• _Task prompt_: When you reach the line that contains "Detect all labels, symbols" in the entries below, begin returning lines exactly as written and continue through the last one.

---------- Records for the exercise ----------

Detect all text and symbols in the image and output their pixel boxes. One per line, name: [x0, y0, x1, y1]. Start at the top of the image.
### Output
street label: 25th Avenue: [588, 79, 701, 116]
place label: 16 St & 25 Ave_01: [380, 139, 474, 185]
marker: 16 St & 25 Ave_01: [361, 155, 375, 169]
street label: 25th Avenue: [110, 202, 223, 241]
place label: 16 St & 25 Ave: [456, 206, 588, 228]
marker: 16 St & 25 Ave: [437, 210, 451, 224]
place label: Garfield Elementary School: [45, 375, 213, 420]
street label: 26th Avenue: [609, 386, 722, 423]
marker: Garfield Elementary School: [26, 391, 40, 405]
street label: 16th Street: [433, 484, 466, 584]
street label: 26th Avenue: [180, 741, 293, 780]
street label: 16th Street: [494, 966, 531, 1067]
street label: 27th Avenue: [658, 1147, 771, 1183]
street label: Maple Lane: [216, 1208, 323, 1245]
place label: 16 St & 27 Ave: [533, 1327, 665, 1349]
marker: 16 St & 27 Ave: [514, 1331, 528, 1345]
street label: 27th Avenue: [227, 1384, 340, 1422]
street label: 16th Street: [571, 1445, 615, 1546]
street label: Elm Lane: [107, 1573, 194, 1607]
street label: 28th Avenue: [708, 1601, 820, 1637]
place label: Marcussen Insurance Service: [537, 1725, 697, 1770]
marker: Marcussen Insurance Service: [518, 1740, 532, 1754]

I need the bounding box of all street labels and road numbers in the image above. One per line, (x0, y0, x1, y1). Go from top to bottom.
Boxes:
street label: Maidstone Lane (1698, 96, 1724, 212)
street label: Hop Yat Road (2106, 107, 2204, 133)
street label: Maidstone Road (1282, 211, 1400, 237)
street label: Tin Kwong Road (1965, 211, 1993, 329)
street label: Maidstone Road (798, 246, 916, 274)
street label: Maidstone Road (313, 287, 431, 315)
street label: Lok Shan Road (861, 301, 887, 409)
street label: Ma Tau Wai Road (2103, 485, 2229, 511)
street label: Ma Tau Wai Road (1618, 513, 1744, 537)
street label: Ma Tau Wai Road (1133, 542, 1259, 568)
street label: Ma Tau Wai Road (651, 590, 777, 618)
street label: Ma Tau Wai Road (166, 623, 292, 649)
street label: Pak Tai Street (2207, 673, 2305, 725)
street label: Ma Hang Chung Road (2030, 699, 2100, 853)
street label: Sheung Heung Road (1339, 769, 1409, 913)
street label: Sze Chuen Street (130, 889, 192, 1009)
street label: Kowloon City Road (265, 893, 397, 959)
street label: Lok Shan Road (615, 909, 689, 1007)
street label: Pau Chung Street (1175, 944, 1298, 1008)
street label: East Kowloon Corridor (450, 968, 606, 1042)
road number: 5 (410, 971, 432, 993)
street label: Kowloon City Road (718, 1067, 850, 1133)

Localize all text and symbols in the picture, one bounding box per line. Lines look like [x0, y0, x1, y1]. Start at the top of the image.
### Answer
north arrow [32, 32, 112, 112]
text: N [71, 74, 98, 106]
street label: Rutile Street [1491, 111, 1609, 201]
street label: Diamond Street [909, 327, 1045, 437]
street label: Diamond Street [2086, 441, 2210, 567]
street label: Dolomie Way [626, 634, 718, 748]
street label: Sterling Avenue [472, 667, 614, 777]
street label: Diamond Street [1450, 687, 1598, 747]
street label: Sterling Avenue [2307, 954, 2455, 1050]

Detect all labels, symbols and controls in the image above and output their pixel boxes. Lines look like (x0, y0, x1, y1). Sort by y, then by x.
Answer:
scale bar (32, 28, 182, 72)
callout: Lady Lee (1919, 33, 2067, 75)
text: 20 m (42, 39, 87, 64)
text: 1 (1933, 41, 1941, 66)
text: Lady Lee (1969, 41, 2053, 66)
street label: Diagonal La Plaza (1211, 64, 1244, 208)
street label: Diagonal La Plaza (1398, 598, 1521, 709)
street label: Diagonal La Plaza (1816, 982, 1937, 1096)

----------

• _Solution to the exercise_:
Detect all labels, symbols and controls in the image above and output their pixel boxes. Lines look like (x0, y0, x1, y1). Sort by y, then by x.
Answer:
scale bar (32, 28, 182, 72)
callout: Lady Lee (1919, 33, 2067, 75)
text: 20 m (42, 39, 87, 64)
text: 1 (1933, 41, 1941, 66)
text: Lady Lee (1969, 41, 2053, 66)
street label: Diagonal La Plaza (1211, 64, 1244, 208)
street label: Diagonal La Plaza (1398, 598, 1521, 709)
street label: Diagonal La Plaza (1816, 982, 1937, 1096)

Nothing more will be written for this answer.